Hi there. In this page, I use the R programming language to do text analysis and text mining to obtain wordcounts and wordclouds from the Dr. Seuss - Green Eggs & Ham book. The topic of bigrams (two word phrases) is not discussed here this time around.
Source: http://mommyneedsabottle.com/wp-content/uploads/2015/08/GreenEggs_Ad.png
One of the first children’s book I was introduced to was Dr. Seuss - Green Eggs & Ham. I would read this book a lot at the doctor’s office when I was young.
A .txt version of the book can be found online through this link. Since there is no title or weird characters, there is no need for data cleaning in R.

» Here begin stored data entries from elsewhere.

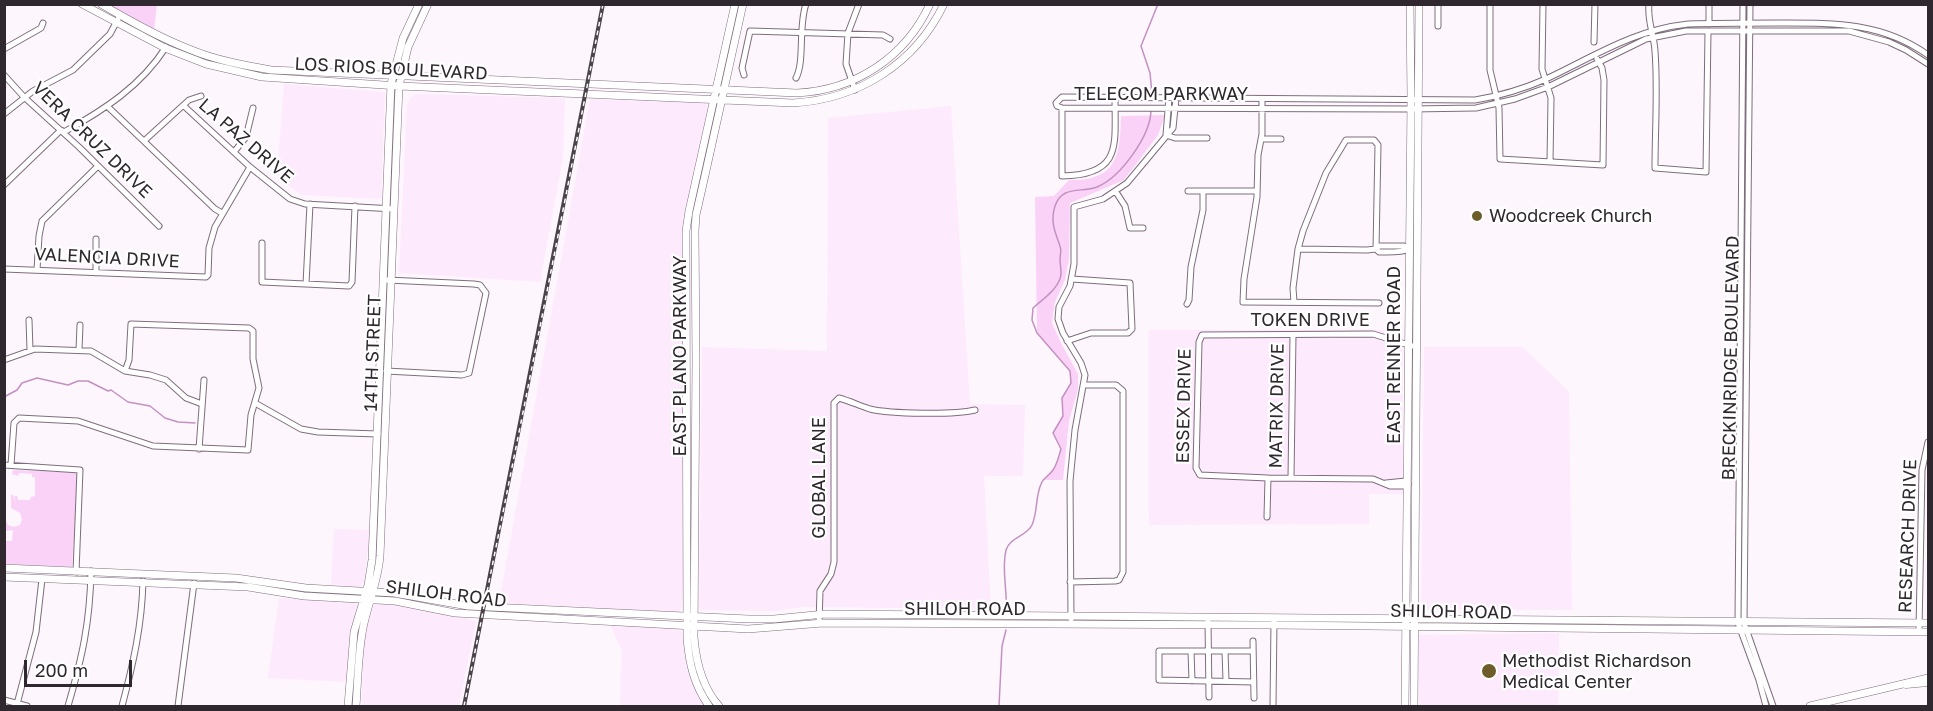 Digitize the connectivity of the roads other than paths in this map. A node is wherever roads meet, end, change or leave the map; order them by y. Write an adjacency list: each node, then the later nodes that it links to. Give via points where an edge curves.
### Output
1 (82, 4): 20 (main road, LOS RIOS BOULEVARD)
2 (101, 4): 20 (main road, LOS RIOS BOULEVARD)
3 (735, 4): 33 (main road, EAST PLANO PARKWAY)
4 (743, 4): 33 (main road, EAST PLANO PARKWAY)
5 (806, 4): 27 (street)
6 (859, 4): 32 (street)
7 (930, 4): 54 (main road, LOS RIOS BOULEVARD, via 918,27 898,51)
8 (944, 4): 61 (main road, LOS RIOS BOULEVARD, via 931,28 910,53 876,80)
9 (1410, 4): 73 (main road, EAST RENNER ROAD)
10 (1419, 4): 73 (main road, EAST RENNER ROAD)
11 (1438, 4): 25 (street)
12 (1490, 4): 66 (street, via 1490,70)
13 (1543, 4): 51 (street, via 1541,56)
14 (1595, 4): 37 (street)
15 (1649, 4): 26 (street)
16 (1709, 4): 23 (street)
17 (1743, 4): 22 (street, BRECKINRIDGE BOULEVARD)
18 (1750, 4): 22 (street, BRECKINRIDGE BOULEVARD)
19 (423, 5): 48 (main road, 14TH STREET); 52 (main road, 14TH STREET, via 403,38)
20 (118, 19): 36 (main road, LOS RIOS BOULEVARD); 38 (main road, LOS RIOS BOULEVARD); 67 (street, via 110,34 73,70)
21 (43, 22): 39 (street, via 41,28)
22 (1746, 23): 23 (street, TELECOM PARKWAY); 24 (street, TELECOM PARKWAY); 29 (street, BRECKINRIDGE BOULEVARD); 30 (street, BRECKINRIDGE BOULEVARD)
23 (1708, 24): 26 (street, TELECOM PARKWAY)
24 (1848, 24): 31 (street); 41 (street, TELECOM PARKWAY, via 1891,35)
25 (1438, 26)
26 (1650, 30): 34 (street); 40 (street, TELECOM PARKWAY)
27 (800, 31): 32 (street); 46 (street, via 750,31); 50 (street)
28 (1708, 31): 29 (street, TELECOM PARKWAY); 34 (street, TELECOM PARKWAY); 34 (street, via 1706,172 1655,168 1656,67)
29 (1742, 31): 30 (street, TELECOM PARKWAY); 85 (street, BRECKINRIDGE BOULEVARD)
30 (1749, 31): 31 (street, TELECOM PARKWAY); 86 (street, BRECKINRIDGE BOULEVARD)
31 (1848, 31): 43 (street, TELECOM PARKWAY, via 1889,42)
32 (848, 33): 35 (street); 54 (street, via 846,64)
33 (732, 36): 60 (main road, EAST PLANO PARKWAY)
34 (1652, 37): 42 (street, TELECOM PARKWAY)
35 (890, 39)
36 (170, 41): 38 (street); 47 (main road, LOS RIOS BOULEVARD, via 216,58)
37 (1594, 42)
38 (165, 48): 47 (main road, LOS RIOS BOULEVARD, via 244,74); 76 (street, via 125,94)
39 (4, 49)
40 (1595, 54): 42 (street); 51 (street, TELECOM PARKWAY)
41 (1929, 55)
42 (1599, 61): 58 (street, TELECOM PARKWAY); 96 (street, via 1604,80 1603,165)
43 (1928, 63)
44 (332, 73): 47 (main road, LOS RIOS BOULEVARD); 52 (main road, LOS RIOS BOULEVARD); 55 (main road)
45 (4, 75): 67 (street, VERA CRUZ DRIVE)
46 (744, 75)
47 (292, 76): 55 (main road, LOS RIOS BOULEVARD)
48 (401, 77): 49 (main road, LOS RIOS BOULEVARD); 52 (main road, LOS RIOS BOULEVARD); 56 (main road, 14TH STREET)
49 (470, 78): 53 (main road, LOS RIOS BOULEVARD); 59 (main road)
50 (796, 78)
51 (1545, 79): 58 (street); 66 (street, TELECOM PARKWAY)
52 (391, 80): 55 (main road, LOS RIOS BOULEVARD); 56 (main road, LOS RIOS BOULEVARD); 94 (main road, 14TH STREET)
53 (520, 81): 57 (main road, LOS RIOS BOULEVARD); 62 (main road)
54 (851, 81): 61 (street); 63 (main road, LOS RIOS BOULEVARD)
55 (332, 82)
56 (399, 86): 59 (main road, LOS RIOS BOULEVARD); 95 (main road, 14TH STREET)
57 (647, 86): 60 (main road, LOS RIOS BOULEVARD); 65 (main road)
58 (1548, 87): 75 (street, TELECOM PARKWAY); 96 (street)
59 (471, 88): 62 (main road, LOS RIOS BOULEVARD)
60 (720, 89): 63 (main road, LOS RIOS BOULEVARD); 68 (main road, EAST PLANO PARKWAY); 71 (main road, EAST PLANO PARKWAY)
61 (855, 90): 74 (main road, LOS RIOS BOULEVARD)
62 (519, 91): 65 (main road, LOS RIOS BOULEVARD)
63 (804, 93): 74 (main road)
64 (201, 96): 77 (street)
65 (646, 96): 68 (main road, LOS RIOS BOULEVARD)
66 (1496, 96): 73 (street, TELECOM PARKWAY); 75 (street)
67 (24, 97): 84 (street); 87 (street, VERA CRUZ DRIVE)
68 (714, 98): 71 (main road, LOS RIOS BOULEVARD); 99 (main road, EAST PLANO PARKWAY)
69 (1115, 98): 70 (street, TELECOM PARKWAY); 79 (street, TELECOM PARKWAY, via 1062,97 1056,103); 80 (street)
70 (1173, 98): 72 (street, TELECOM PARKWAY); 81 (street)
71 (722, 99): 74 (main road, LOS RIOS BOULEVARD); 100 (main road, EAST PLANO PARKWAY)
72 (1262, 99): 73 (street, TELECOM PARKWAY); 82 (street)
73 (1415, 100): 83 (main road, EAST RENNER ROAD)
74 (805, 102)
75 (1498, 103): 83 (street, TELECOM PARKWAY); 96 (street, via 1500,159)
76 (107, 106): 87 (street); 92 (street)
77 (184, 106): 92 (street); 93 (street, LA PAZ DRIVE)
78 (253, 108): 93 (street, via 246,137)
79 (1062, 108): 80 (street, TELECOM PARKWAY); 80 (street, via 1062,176 1080,176 1092,173 1107,161 1114,144)
80 (1115, 108): 81 (street, TELECOM PARKWAY)
81 (1169, 108): 82 (street, TELECOM PARKWAY); 88 (street)
82 (1262, 109): 83 (street, TELECOM PARKWAY); 90 (street)
83 (1415, 110): 120 (main road, EAST RENNER ROAD)
84 (4, 114)
85 (1742, 122): 86 (street); 111 (street, BRECKINRIDGE BOULEVARD)
86 (1749, 122): 111 (street, BRECKINRIDGE BOULEVARD)
87 (62, 130): 97 (street, VERA CRUZ DRIVE); 101 (street)
88 (1166, 135): 89 (street); 105 (street)
89 (1207, 138)
90 (1262, 139): 91 (street); 104 (street)
91 (1281, 139)
92 (144, 141): 110 (street)
93 (234, 152): 98 (street, LA PAZ DRIVE)
94 (388, 153): 95 (main road); 108 (main road, 14TH STREET)
95 (397, 153): 109 (main road, 14TH STREET)
96 (1550, 162)
97 (98, 166): 112 (street, VERA CRUZ DRIVE); 122 (street, via 42,220)
98 (249, 167): 106 (street, LA PAZ DRIVE, via 290,199); 110 (street)
99 (697, 170): 100 (main road); 114 (main road, EAST PLANO PARKWAY)
100 (706, 171): 115 (main road, EAST PLANO PARKWAY)
101 (4, 185)
102 (1188, 191): 103 (street)
103 (1203, 191): 104 (street); 132 (street)
104 (1257, 191): 130 (street, via 1243,302)
105 (1116, 192): 113 (street, via 1125,206 1130,228); 124 (street, via 1074,207)
106 (310, 204): 107 (street, LA PAZ DRIVE); 127 (street)
107 (355, 206): 108 (street, LA PAZ DRIVE); 127 (street, via 351,284)
108 (386, 208): 109 (street, LA PAZ DRIVE); 125 (main road, 14TH STREET)
109 (394, 209): 126 (main road, 14TH STREET)
110 (222, 213): 123 (street, VALENCIA DRIVE, via 212,237 208,276)
111 (1744, 225): 196 (street, BRECKINRIDGE BOULEVARD)
112 (159, 226)
113 (1143, 228)
114 (686, 231): 115 (main road); 128 (main road, EAST PLANO PARKWAY)
115 (695, 231): 129 (main road, EAST PLANO PARKWAY)
116 (96, 238): 123 (street)
117 (262, 243): 127 (street, via 262,282)
118 (1298, 249): 119 (street); 119 (street, via 1326,173 1343,143 1374,140); 130 (street)
119 (1376, 249): 120 (street)
120 (1413, 249): 138 (main road, EAST RENNER ROAD)
121 (4, 268): 122 (street, VALENCIA DRIVE)
122 (38, 270): 123 (street, VALENCIA DRIVE)
123 (96, 273)
124 (1072, 279): 137 (street, via 1058,312 1059,325); 137 (street, via 1130,283 1132,329 1130,333 1091,333)
125 (383, 280): 126 (street); 145 (main road, 14TH STREET)
126 (391, 280): 145 (main road, 14TH STREET); 145 (street, via 474,284 484,288 486,298 469,373)
127 (306, 284)
128 (687, 294): 129 (main road); 143 (main road, EAST PLANO PARKWAY)
129 (696, 295): 142 (main road, EAST PLANO PARKWAY)
130 (1293, 302): 131 (street)
131 (1379, 303)
132 (1187, 304)
133 (29, 320): 139 (street)
134 (80, 325): 140 (street)
135 (1293, 334): 136 (street, TOKEN DRIVE); 138 (street, TOKEN DRIVE, via 1373,334); 156 (street, MATRIX DRIVE)
136 (1202, 335): 155 (street, ESSEX DRIVE, via 1198,473)
137 (1067, 340): 147 (street, via 1084,370)
138 (1413, 346): 159 (main road, EAST RENNER ROAD)
139 (30, 350): 140 (street); 141 (street)
140 (79, 350): 144 (street, via 95,352)
141 (4, 360)
142 (696, 360): 143 (main road); 158 (main road, EAST PLANO PARKWAY)
143 (687, 361): 157 (main road, EAST PLANO PARKWAY)
144 (125, 370): 148 (street, via 131,324 249,328 253,331 253,360 259,388); 149 (street, via 160,377 186,398)
145 (383, 371): 151 (main road, 14TH STREET)
146 (204, 380): 149 (street)
147 (1084, 385): 171 (street, via 1070,471); 171 (street, via 1116,385 1123,391 1123,572 1119,580)
148 (255, 403): 151 (street, via 301,429); 153 (street, via 248,450)
149 (202, 404): 153 (street)
150 (975, 410): 178 (street, GLOBAL LANE, via 873,410 836,399 834,562 820,591)
151 (381, 434): 173 (main road, 14TH STREET)
152 (1929, 442): 199 (street, RESEARCH DRIVE, via 1923,470)
153 (199, 448): 154 (street, via 153,446 78,421 19,418 15,420)
154 (8, 465): 163 (street, via 80,470)
155 (1268, 478): 156 (street); 160 (street)
156 (1291, 478): 159 (street, via 1372,479)
157 (687, 479): 158 (main road); 161 (main road, EAST PLANO PARKWAY)
158 (695, 479): 161 (main road, EAST PLANO PARKWAY)
159 (1412, 484): 182 (main road, EAST RENNER ROAD); 183 (main road, EAST RENNER ROAD)
160 (1267, 517)
161 (691, 532): 187 (main road, EAST PLANO PARKWAY)
162 (4, 568): 163 (main road, SHILOH ROAD)
163 (76, 571): 164 (main road, SHILOH ROAD); 168 (street)
164 (91, 572): 165 (main road, SHILOH ROAD); 169 (street)
165 (143, 574): 170 (main road, SHILOH ROAD); 172 (street)
166 (4, 577): 167 (main road, SHILOH ROAD)
167 (42, 579): 168 (main road, SHILOH ROAD); 221 (street, via 38,625)
168 (75, 580): 169 (main road, SHILOH ROAD)
169 (91, 580): 172 (main road, SHILOH ROAD); 224 (street, via 88,630)
170 (194, 580): 172 (main road, SHILOH ROAD); 174 (main road, SHILOH ROAD); 226 (street)
171 (1070, 582): 185 (street)
172 (143, 583): 225 (street, via 141,625)
173 (370, 591): 174 (main road, SHILOH ROAD); 175 (main road, 14TH STREET); 176 (main road, SHILOH ROAD)
174 (305, 592): 175 (main road, SHILOH ROAD)
175 (367, 599): 177 (main road, SHILOH ROAD); 208 (main road, 14TH STREET, via 354,632)
176 (450, 603): 177 (main road); 181 (main road, SHILOH ROAD)
177 (448, 612): 181 (main road, SHILOH ROAD, via 504,617)
178 (819, 614): 179 (main road, SHILOH ROAD); 187 (main road, SHILOH ROAD); 190 (street, GLOBAL LANE)
179 (879, 614): 184 (main road, SHILOH ROAD); 193 (main road)
180 (1208, 616): 186 (main road, SHILOH ROAD); 188 (main road, SHILOH ROAD); 194 (street)
181 (617, 618): 187 (main road, SHILOH ROAD)
182 (1406, 618): 183 (main road, SHILOH ROAD); 189 (main road, SHILOH ROAD); 197 (main road, EAST RENNER ROAD)
183 (1414, 619): 191 (main road, SHILOH ROAD); 198 (main road, EAST RENNER ROAD)
184 (972, 620): 185 (main road, SHILOH ROAD); 193 (main road, SHILOH ROAD)
185 (1071, 620): 186 (main road, SHILOH ROAD)
186 (1149, 620): 194 (main road, SHILOH ROAD)
187 (690, 621): 190 (main road, SHILOH ROAD, via 758,629); 222 (main road, EAST PLANO PARKWAY, via 698,667)
188 (1274, 621): 189 (main road, SHILOH ROAD); 194 (main road, SHILOH ROAD); 229 (street)
189 (1339, 621): 195 (main road, SHILOH ROAD)
190 (819, 623): 193 (main road, SHILOH ROAD)
191 (1473, 623): 196 (main road, SHILOH ROAD); 198 (main road, SHILOH ROAD)
192 (1929, 623): 199 (main road, SHILOH ROAD)
193 (879, 624)
194 (1208, 625): 204 (street)
195 (1358, 626): 197 (main road, SHILOH ROAD); 202 (main road, via 1395,629)
196 (1742, 626): 199 (main road, SHILOH ROAD); 207 (street, BRECKINRIDGE BOULEVARD)
197 (1406, 627): 198 (main road, SHILOH ROAD); 202 (main road, EAST RENNER ROAD)
198 (1414, 627): 217 (main road, EAST RENNER ROAD)
199 (1919, 627): 200 (main road, SHILOH ROAD)
200 (1929, 632)
201 (1253, 640): 206 (street)
202 (1406, 644): 216 (main road, EAST RENNER ROAD)
203 (1191, 651): 204 (street); 210 (street); 210 (street, via 1159,651 1159,680)
204 (1208, 651): 205 (street); 211 (street)
205 (1225, 651): 206 (street); 212 (street)
206 (1253, 651): 213 (street)
207 (1760, 677): 232 (street, BRECKINRIDGE BOULEVARD); 233 (street, BRECKINRIDGE BOULEVARD)
208 (354, 678): 227 (main road, 14TH STREET); 228 (main road, 14TH STREET)
209 (1929, 678): 215 (main road)
210 (1192, 681): 211 (street)
211 (1208, 681): 212 (street); 218 (street)
212 (1226, 681): 213 (street)
213 (1254, 682): 219 (street)
214 (1929, 682): 215 (highway)
215 (1906, 684): 234 (main road)
216 (1406, 690): 217 (main road); 230 (main road, EAST RENNER ROAD)
217 (1414, 697): 231 (main road, EAST RENNER ROAD)
218 (1209, 698)
219 (1254, 698)
220 (4, 700): 221 (street)
221 (17, 704): 223 (street)
222 (712, 704)
223 (27, 706)
224 (68, 706)
225 (122, 706)
226 (178, 706)
227 (348, 706)
228 (356, 706)
229 (1273, 706)
230 (1406, 706)
231 (1414, 706)
232 (1766, 706)
233 (1773, 706)
234 (1810, 706)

Wordcounts and wordclouds are generated in the tidy way as described from the (online) book Text Mining With R: A Tidy Approach by Julia Silge and David Robinson.
Loading Libraries In R
The R packages of interest are dplyr
, tidyr
, ggplot2
, tidytext
, wordcloud
and gridExtra
.
# Load libraries into R:
# Install packages with install.packages("pkg_name")
library(dplyr) # Data Manipulation
library(tidyr) # Data Wrangling
library(ggplot2) # Data Visualization
library(tidytext) # For text mining and analysis
library(wordcloud) # Wordcloud capabilities
library(gridExtra) # Multiple plots in one
With the tidytext
package in R, you can obtain wordcounts from pieces of text. To be able to generate wordclouds, you would require the wordcloud R package. My other text mining posts mention creating wordclouds with the use of the tm package but in this case I am using the tidytext and wordcloud packages.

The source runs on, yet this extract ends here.